Exercise goal: Identify every line in the records below that contains the word "Broomwood", and reproduce each one.

Data under study:
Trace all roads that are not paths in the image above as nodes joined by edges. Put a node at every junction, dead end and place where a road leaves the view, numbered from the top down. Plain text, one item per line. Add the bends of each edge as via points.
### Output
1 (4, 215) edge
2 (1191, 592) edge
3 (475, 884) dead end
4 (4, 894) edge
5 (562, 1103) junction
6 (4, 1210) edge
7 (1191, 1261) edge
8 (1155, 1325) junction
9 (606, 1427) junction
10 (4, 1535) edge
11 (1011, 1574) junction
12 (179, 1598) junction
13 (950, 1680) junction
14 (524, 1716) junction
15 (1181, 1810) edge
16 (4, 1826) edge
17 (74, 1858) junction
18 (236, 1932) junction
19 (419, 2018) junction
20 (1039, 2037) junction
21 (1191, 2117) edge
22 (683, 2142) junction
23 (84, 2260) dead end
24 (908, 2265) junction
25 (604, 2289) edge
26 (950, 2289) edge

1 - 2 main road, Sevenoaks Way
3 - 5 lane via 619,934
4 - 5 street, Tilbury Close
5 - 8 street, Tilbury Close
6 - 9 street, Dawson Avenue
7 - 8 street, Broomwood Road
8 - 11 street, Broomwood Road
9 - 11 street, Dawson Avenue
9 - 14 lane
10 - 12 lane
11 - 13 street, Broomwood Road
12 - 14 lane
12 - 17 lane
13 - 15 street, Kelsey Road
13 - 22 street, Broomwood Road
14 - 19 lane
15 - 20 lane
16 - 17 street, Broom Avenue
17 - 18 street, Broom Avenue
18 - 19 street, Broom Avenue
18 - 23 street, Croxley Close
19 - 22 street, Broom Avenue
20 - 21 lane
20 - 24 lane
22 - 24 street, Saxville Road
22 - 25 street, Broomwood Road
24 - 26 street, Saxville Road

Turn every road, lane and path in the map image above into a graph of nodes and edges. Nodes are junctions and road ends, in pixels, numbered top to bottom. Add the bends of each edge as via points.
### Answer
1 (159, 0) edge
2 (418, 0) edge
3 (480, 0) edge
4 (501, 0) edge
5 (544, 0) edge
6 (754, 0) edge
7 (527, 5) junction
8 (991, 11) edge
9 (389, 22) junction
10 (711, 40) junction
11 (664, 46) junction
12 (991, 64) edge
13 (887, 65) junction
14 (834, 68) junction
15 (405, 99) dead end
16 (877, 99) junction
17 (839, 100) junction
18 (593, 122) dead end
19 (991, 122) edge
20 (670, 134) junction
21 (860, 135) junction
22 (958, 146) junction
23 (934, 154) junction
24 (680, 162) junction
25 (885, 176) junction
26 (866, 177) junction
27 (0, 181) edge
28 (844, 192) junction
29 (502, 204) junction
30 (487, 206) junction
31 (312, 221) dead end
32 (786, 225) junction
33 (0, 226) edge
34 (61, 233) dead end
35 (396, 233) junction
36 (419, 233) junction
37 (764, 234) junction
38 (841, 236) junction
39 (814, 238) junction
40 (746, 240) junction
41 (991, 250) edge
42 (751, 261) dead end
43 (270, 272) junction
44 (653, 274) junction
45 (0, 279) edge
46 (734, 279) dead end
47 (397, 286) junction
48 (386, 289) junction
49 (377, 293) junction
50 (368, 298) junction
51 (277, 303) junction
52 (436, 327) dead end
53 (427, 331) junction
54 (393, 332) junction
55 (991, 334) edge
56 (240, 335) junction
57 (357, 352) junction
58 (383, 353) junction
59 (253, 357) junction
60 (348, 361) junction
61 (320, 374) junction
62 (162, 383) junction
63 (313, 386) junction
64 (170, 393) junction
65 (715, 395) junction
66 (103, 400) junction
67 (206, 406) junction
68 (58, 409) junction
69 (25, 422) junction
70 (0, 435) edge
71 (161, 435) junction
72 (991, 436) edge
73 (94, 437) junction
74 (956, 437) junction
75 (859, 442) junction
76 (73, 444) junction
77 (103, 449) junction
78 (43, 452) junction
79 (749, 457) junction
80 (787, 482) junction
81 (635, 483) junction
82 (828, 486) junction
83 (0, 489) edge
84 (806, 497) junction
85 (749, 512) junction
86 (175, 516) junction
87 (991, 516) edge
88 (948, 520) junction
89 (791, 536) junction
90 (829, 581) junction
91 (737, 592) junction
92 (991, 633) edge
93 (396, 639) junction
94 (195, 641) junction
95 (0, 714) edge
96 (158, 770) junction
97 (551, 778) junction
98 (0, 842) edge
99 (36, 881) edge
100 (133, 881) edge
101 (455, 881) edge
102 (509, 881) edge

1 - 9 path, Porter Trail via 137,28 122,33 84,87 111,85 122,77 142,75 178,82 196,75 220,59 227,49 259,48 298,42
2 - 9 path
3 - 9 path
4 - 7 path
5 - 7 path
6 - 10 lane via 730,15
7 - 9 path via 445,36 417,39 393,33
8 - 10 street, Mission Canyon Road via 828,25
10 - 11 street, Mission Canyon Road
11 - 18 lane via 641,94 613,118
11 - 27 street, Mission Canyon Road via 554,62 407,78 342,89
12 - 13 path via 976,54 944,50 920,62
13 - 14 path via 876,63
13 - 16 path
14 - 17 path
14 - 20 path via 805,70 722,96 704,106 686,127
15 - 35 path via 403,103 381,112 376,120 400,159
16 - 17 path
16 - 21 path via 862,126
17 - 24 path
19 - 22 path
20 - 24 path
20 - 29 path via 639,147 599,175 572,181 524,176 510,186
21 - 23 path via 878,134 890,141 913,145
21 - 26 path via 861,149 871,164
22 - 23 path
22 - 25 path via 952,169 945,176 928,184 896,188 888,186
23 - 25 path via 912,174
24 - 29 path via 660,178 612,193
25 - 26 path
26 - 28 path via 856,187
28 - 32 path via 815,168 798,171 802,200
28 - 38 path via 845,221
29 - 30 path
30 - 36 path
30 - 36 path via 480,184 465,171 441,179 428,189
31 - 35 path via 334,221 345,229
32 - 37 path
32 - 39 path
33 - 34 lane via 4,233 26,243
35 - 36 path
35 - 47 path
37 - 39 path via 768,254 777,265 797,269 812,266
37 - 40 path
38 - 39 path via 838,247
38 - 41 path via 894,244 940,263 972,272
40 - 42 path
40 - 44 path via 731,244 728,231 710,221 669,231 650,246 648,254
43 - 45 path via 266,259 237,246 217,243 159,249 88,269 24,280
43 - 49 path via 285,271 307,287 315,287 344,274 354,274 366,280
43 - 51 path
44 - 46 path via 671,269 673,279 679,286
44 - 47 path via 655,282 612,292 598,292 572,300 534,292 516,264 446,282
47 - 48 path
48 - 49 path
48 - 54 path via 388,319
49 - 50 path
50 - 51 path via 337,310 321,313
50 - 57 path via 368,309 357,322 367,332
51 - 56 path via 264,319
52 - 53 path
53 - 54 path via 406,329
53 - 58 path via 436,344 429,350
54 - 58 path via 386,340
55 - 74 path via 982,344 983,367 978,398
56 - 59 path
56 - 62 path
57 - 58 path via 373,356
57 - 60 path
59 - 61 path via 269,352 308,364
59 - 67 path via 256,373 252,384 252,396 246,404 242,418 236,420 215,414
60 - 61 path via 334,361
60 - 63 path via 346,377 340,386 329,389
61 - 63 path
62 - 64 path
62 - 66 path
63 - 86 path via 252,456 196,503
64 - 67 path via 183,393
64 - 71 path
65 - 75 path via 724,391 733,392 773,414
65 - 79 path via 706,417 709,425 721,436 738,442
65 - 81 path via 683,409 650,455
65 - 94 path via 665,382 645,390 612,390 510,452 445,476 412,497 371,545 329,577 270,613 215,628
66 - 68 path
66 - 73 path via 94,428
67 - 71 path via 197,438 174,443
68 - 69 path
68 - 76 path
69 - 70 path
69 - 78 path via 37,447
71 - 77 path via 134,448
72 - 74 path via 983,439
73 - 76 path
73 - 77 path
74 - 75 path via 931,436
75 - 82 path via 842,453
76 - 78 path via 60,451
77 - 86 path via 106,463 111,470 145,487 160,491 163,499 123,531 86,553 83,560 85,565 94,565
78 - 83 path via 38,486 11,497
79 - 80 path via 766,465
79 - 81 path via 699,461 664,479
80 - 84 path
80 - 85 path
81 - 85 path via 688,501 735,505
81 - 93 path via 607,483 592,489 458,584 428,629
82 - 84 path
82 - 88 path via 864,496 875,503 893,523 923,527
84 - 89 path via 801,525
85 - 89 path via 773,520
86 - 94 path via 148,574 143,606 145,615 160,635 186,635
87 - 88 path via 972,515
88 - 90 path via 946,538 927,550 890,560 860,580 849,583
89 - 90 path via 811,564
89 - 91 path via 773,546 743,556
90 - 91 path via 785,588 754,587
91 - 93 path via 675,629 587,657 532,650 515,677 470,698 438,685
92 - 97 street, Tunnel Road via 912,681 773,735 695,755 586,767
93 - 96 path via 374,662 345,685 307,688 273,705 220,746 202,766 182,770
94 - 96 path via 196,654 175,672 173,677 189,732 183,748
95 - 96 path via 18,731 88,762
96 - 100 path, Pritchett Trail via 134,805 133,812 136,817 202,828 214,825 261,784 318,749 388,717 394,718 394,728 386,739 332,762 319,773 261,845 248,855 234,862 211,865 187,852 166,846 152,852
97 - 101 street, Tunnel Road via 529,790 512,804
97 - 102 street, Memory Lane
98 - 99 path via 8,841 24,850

Result of this task:
7 - 8 street, Broomwood Road
8 - 11 street, Broomwood Road
11 - 13 street, Broomwood Road
13 - 22 street, Broomwood Road
22 - 25 street, Broomwood Road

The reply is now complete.